### Data for this task
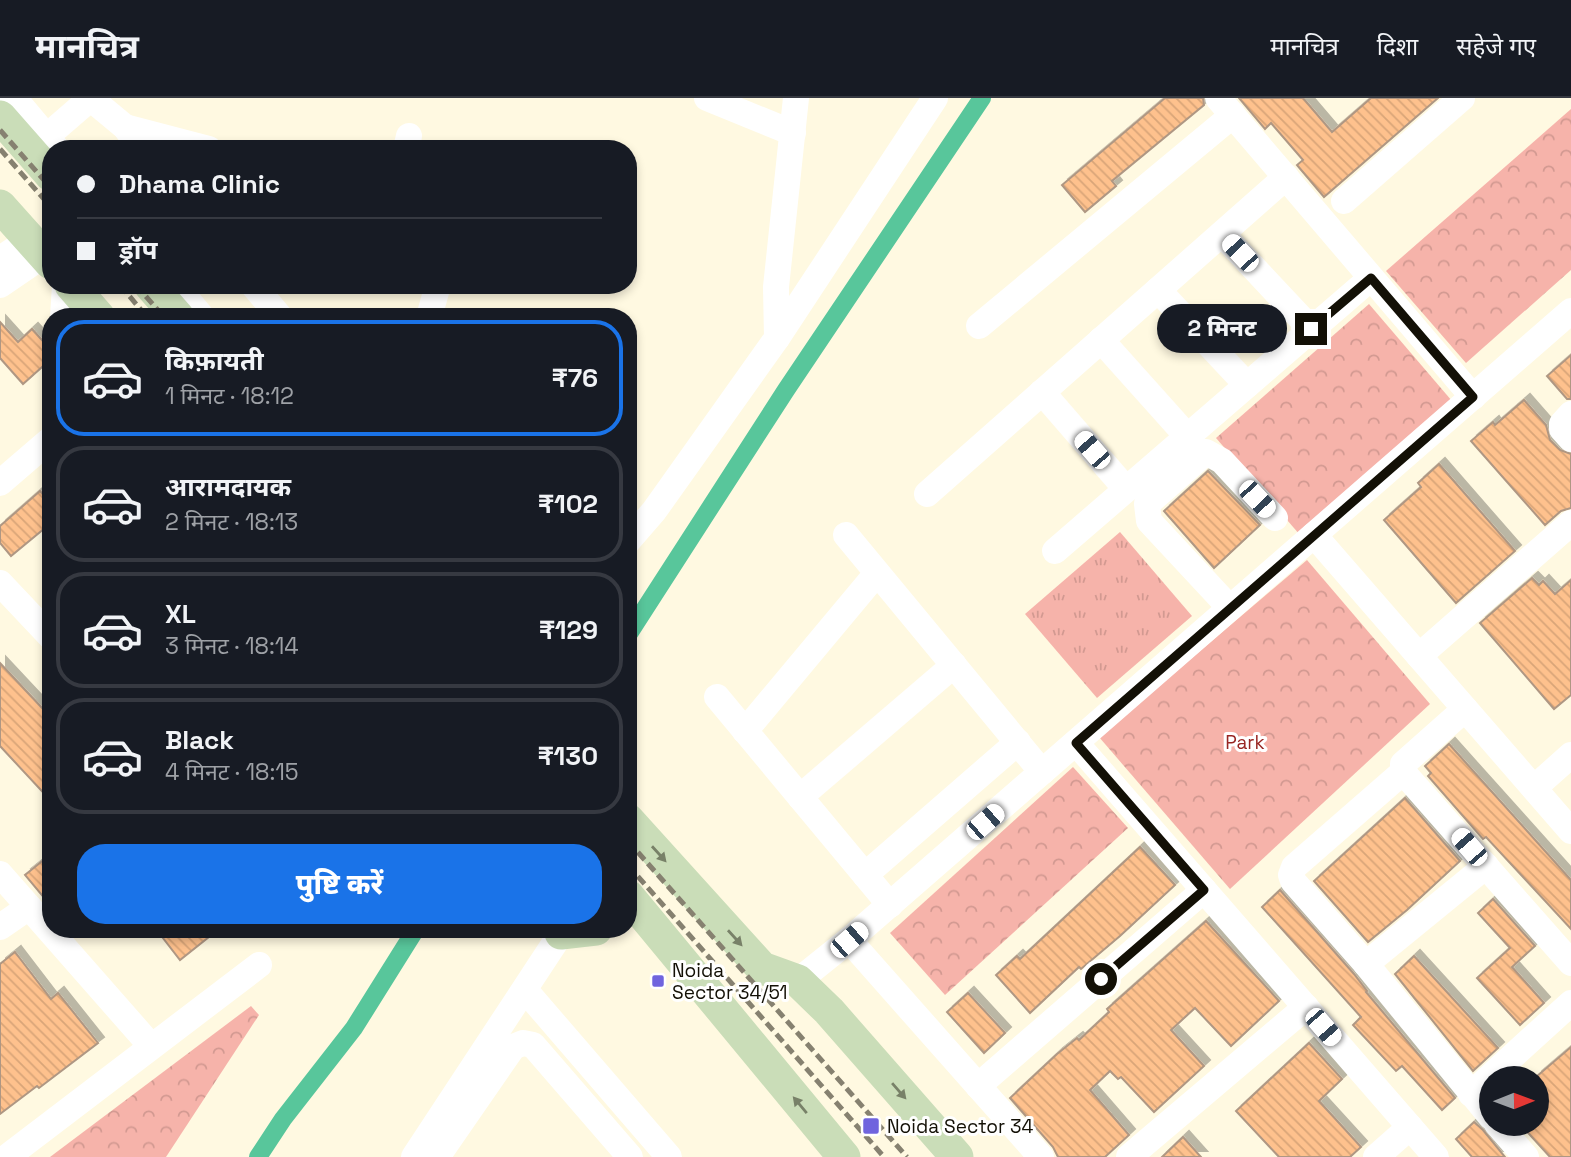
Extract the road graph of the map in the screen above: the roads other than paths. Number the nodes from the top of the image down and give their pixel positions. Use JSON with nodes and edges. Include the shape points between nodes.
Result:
{"nodes":[{"id":1,"x":707,"y":98,"type":"edge"},
{"id":2,"x":796,"y":98,"type":"edge"},
{"id":3,"x":936,"y":98,"type":"edge"},
{"id":4,"x":1462,"y":98,"type":"edge"},
{"id":5,"x":90,"y":99,"type":"edge"},
{"id":6,"x":1225,"y":106,"type":"edge"},
{"id":7,"x":0,"y":110,"type":"edge"},
{"id":8,"x":0,"y":117,"type":"edge"},
{"id":9,"x":124,"y":127,"type":"junction"},
{"id":10,"x":0,"y":132,"type":"edge"},
{"id":11,"x":793,"y":133,"type":"junction"},
{"id":12,"x":61,"y":140,"type":"edge"},
{"id":13,"x":135,"y":140,"type":"edge"},
{"id":14,"x":174,"y":140,"type":"edge"},
{"id":15,"x":42,"y":145,"type":"edge"},
{"id":16,"x":42,"y":151,"type":"edge"},
{"id":17,"x":42,"y":156,"type":"edge"},
{"id":18,"x":1286,"y":177,"type":"junction"},
{"id":19,"x":1344,"y":201,"type":"dead end"},
{"id":20,"x":1,"y":204,"type":"edge"},
{"id":21,"x":1222,"y":234,"type":"junction"},
{"id":22,"x":41,"y":252,"type":"edge"},
{"id":23,"x":0,"y":259,"type":"edge"},
{"id":24,"x":1371,"y":278,"type":"junction"},
{"id":25,"x":0,"y":285,"type":"edge"},
{"id":26,"x":1158,"y":290,"type":"junction"},
{"id":27,"x":79,"y":294,"type":"edge"},
{"id":28,"x":158,"y":294,"type":"edge"},
{"id":29,"x":183,"y":294,"type":"edge"},
{"id":30,"x":261,"y":294,"type":"edge"},
{"id":31,"x":91,"y":308,"type":"edge"},
{"id":32,"x":170,"y":308,"type":"edge"},
{"id":33,"x":194,"y":308,"type":"edge"},
{"id":34,"x":272,"y":308,"type":"edge"},
{"id":35,"x":1571,"y":311,"type":"edge"},
{"id":36,"x":979,"y":326,"type":"dead end"},
{"id":37,"x":1311,"y":329,"type":"junction"},
{"id":38,"x":777,"y":338,"type":"junction"},
{"id":39,"x":1101,"y":340,"type":"junction"},
{"id":40,"x":1247,"y":385,"type":"junction"},
{"id":41,"x":1042,"y":392,"type":"junction"},
{"id":42,"x":1473,"y":397,"type":"junction"},
{"id":43,"x":1571,"y":414,"type":"edge"},
{"id":44,"x":1187,"y":436,"type":"junction"},
{"id":45,"x":1571,"y":439,"type":"edge"},
{"id":46,"x":42,"y":447,"type":"edge"},
{"id":47,"x":0,"y":483,"type":"edge"},
{"id":48,"x":1126,"y":489,"type":"junction"},
{"id":49,"x":927,"y":494,"type":"dead end"},
{"id":50,"x":1275,"y":518,"type":"dead end"},
{"id":51,"x":1571,"y":523,"type":"edge"},
{"id":52,"x":637,"y":531,"type":"edge"},
{"id":53,"x":846,"y":536,"type":"dead end"},
{"id":54,"x":1314,"y":536,"type":"junction"},
{"id":55,"x":1055,"y":551,"type":"dead end"},
{"id":56,"x":877,"y":573,"type":"junction"},
{"id":57,"x":0,"y":583,"type":"edge"},
{"id":58,"x":1230,"y":608,"type":"junction"},
{"id":59,"x":42,"y":627,"type":"edge"},
{"id":60,"x":1419,"y":656,"type":"junction"},
{"id":61,"x":954,"y":665,"type":"junction"},
{"id":62,"x":717,"y":698,"type":"dead end"},
{"id":63,"x":1465,"y":709,"type":"junction"},
{"id":64,"x":745,"y":731,"type":"junction"},
{"id":65,"x":1017,"y":742,"type":"junction"},
{"id":66,"x":1076,"y":743,"type":"junction"},
{"id":67,"x":1571,"y":755,"type":"edge"},
{"id":68,"x":1402,"y":769,"type":"junction"},
{"id":69,"x":1042,"y":772,"type":"junction"},
{"id":70,"x":1534,"y":788,"type":"junction"},
{"id":71,"x":800,"y":797,"type":"junction"},
{"id":72,"x":637,"y":830,"type":"edge"},
{"id":73,"x":1571,"y":831,"type":"edge"},
{"id":74,"x":1486,"y":866,"type":"junction"},
{"id":75,"x":0,"y":874,"type":"edge"},
{"id":76,"x":865,"y":875,"type":"junction"},
{"id":77,"x":1204,"y":890,"type":"junction"},
{"id":78,"x":890,"y":905,"type":"junction"},
{"id":79,"x":29,"y":907,"type":"junction"},
{"id":80,"x":42,"y":922,"type":"edge"},
{"id":81,"x":0,"y":927,"type":"edge"},
{"id":82,"x":643,"y":930,"type":"edge"},
{"id":83,"x":56,"y":938,"type":"edge"},
{"id":84,"x":558,"y":938,"type":"edge"},
{"id":85,"x":849,"y":940,"type":"junction"},
{"id":86,"x":1571,"y":963,"type":"edge"},
{"id":87,"x":259,"y":964,"type":"dead end"},
{"id":88,"x":1366,"y":964,"type":"junction"},
{"id":89,"x":798,"y":981,"type":"junction"},
{"id":90,"x":525,"y":990,"type":"junction"},
{"id":91,"x":1571,"y":1003,"type":"edge"},
{"id":92,"x":1306,"y":1007,"type":"junction"},
{"id":93,"x":151,"y":1046,"type":"junction"},
{"id":94,"x":978,"y":1086,"type":"junction"},
{"id":95,"x":1471,"y":1094,"type":"junction"},
{"id":96,"x":1479,"y":1103,"type":"edge"},
{"id":97,"x":1410,"y":1127,"type":"junction"},
{"id":98,"x":1508,"y":1136,"type":"edge"},
{"id":99,"x":7,"y":1157,"type":"edge"},
{"id":100,"x":414,"y":1157,"type":"edge"},
{"id":101,"x":437,"y":1157,"type":"edge"},
{"id":102,"x":631,"y":1157,"type":"edge"},
{"id":103,"x":669,"y":1157,"type":"edge"},
{"id":104,"x":844,"y":1157,"type":"edge"},
{"id":105,"x":957,"y":1157,"type":"edge"},
{"id":106,"x":1041,"y":1157,"type":"edge"},
{"id":107,"x":1129,"y":1157,"type":"edge"},
{"id":108,"x":1376,"y":1157,"type":"edge"},
{"id":109,"x":1436,"y":1157,"type":"edge"},
{"id":110,"x":1526,"y":1157,"type":"edge"}],
"edges":[{"from":1,"to":11,"type":"street"},
{"from":2,"to":11,"type":"street"},
{"from":3,"to":38,"type":"street"},
{"from":4,"to":19,"type":"street"},
{"from":5,"to":9,"type":"street"},
{"from":5,"to":12,"type":"street"},
{"from":6,"to":18,"type":"street"},
{"from":6,"to":36,"type":"street"},
{"from":7,"to":15,"type":"street","via":[[15,99]]},
{"from":8,"to":16,"type":"main road"},
{"from":9,"to":13,"type":"street"},
{"from":9,"to":14,"type":"street"},
{"from":10,"to":17,"type":"main road","via":[[18,151]]},
{"from":11,"to":38,"type":"street","via":[[776,275]]},
{"from":18,"to":21,"type":"street"},
{"from":18,"to":24,"type":"street"},
{"from":20,"to":22,"type":"main road"},
{"from":21,"to":26,"type":"street"},
{"from":21,"to":37,"type":"street"},
{"from":22,"to":23,"type":"street"},
{"from":22,"to":25,"type":"street"},
{"from":24,"to":37,"type":"street"},
{"from":24,"to":42,"type":"street"},
{"from":26,"to":39,"type":"street"},
{"from":26,"to":40,"type":"street"},
{"from":27,"to":31,"type":"main road"},
{"from":28,"to":32,"type":"main road"},
{"from":29,"to":33,"type":"street"},
{"from":30,"to":34,"type":"street"},
{"from":35,"to":42,"type":"street"},
{"from":37,"to":40,"type":"street"},
{"from":38,"to":52,"type":"street"},
{"from":39,"to":41,"type":"street"},
{"from":39,"to":44,"type":"street"},
{"from":40,"to":44,"type":"street"},
{"from":41,"to":48,"type":"street"},
{"from":41,"to":49,"type":"street"},
{"from":42,"to":54,"type":"street"},
{"from":43,"to":45,"type":"street","via":[[1562,424]]},
{"from":44,"to":48,"type":"street"},
{"from":46,"to":47,"type":"street"},
{"from":48,"to":55,"type":"street"},
{"from":50,"to":58,"type":"street","via":[[1222,461],[1206,452],[1147,504],[1149,521]]},
{"from":51,"to":60,"type":"street"},
{"from":53,"to":56,"type":"street"},
{"from":54,"to":58,"type":"street"},
{"from":54,"to":60,"type":"street"},
{"from":56,"to":61,"type":"street"},
{"from":56,"to":64,"type":"street"},
{"from":57,"to":59,"type":"street"},
{"from":58,"to":66,"type":"street"},
{"from":60,"to":63,"type":"street"},
{"from":61,"to":65,"type":"street"},
{"from":61,"to":71,"type":"street"},
{"from":62,"to":64,"type":"street"},
{"from":63,"to":68,"type":"street"},
{"from":63,"to":70,"type":"street"},
{"from":64,"to":71,"type":"street"},
{"from":65,"to":69,"type":"street"},
{"from":65,"to":76,"type":"street"},
{"from":66,"to":69,"type":"street"},
{"from":66,"to":77,"type":"street"},
{"from":67,"to":70,"type":"street"},
{"from":68,"to":74,"type":"street"},
{"from":68,"to":88,"type":"street","via":[[1294,867],[1291,875]]},
{"from":69,"to":78,"type":"street"},
{"from":70,"to":73,"type":"street"},
{"from":71,"to":76,"type":"street"},
{"from":72,"to":89,"type":"main road","one_way":true,"via":[[762,968]]},
{"from":74,"to":86,"type":"street"},
{"from":74,"to":88,"type":"street"},
{"from":75,"to":79,"type":"street"},
{"from":76,"to":78,"type":"street"},
{"from":77,"to":92,"type":"street"},
{"from":77,"to":94,"type":"street"},
{"from":78,"to":85,"type":"street"},
{"from":79,"to":80,"type":"street"},
{"from":79,"to":81,"type":"street"},
{"from":104,"to":82,"type":"main road","one_way":true},
{"from":83,"to":93,"type":"street"},
{"from":84,"to":90,"type":"street"},
{"from":85,"to":89,"type":"street"},
{"from":85,"to":94,"type":"street"},
{"from":87,"to":93,"type":"street"},
{"from":88,"to":95,"type":"street"},
{"from":89,"to":105,"type":"main road","one_way":true},
{"from":90,"to":100,"type":"street"},
{"from":90,"to":103,"type":"street"},
{"from":91,"to":95,"type":"street"},
{"from":92,"to":97,"type":"street"},
{"from":92,"to":107,"type":"street"},
{"from":93,"to":99,"type":"street"},
{"from":94,"to":106,"type":"street"},
{"from":95,"to":96,"type":"street"},
{"from":97,"to":108,"type":"street"},
{"from":97,"to":109,"type":"street"},
{"from":98,"to":110,"type":"street"},
{"from":101,"to":102,"type":"street","via":[[513,1047],[523,1043],[533,1045]]}]}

### Problem statement
Each line with "dead" in it must be identified and copied from the material.

### Result of the task
{"id":19,"x":1344,"y":201,"type":"dead end"},
{"id":36,"x":979,"y":326,"type":"dead end"},
{"id":49,"x":927,"y":494,"type":"dead end"},
{"id":50,"x":1275,"y":518,"type":"dead end"},
{"id":53,"x":846,"y":536,"type":"dead end"},
{"id":55,"x":1055,"y":551,"type":"dead end"},
{"id":62,"x":717,"y":698,"type":"dead end"},
{"id":87,"x":259,"y":964,"type":"dead end"},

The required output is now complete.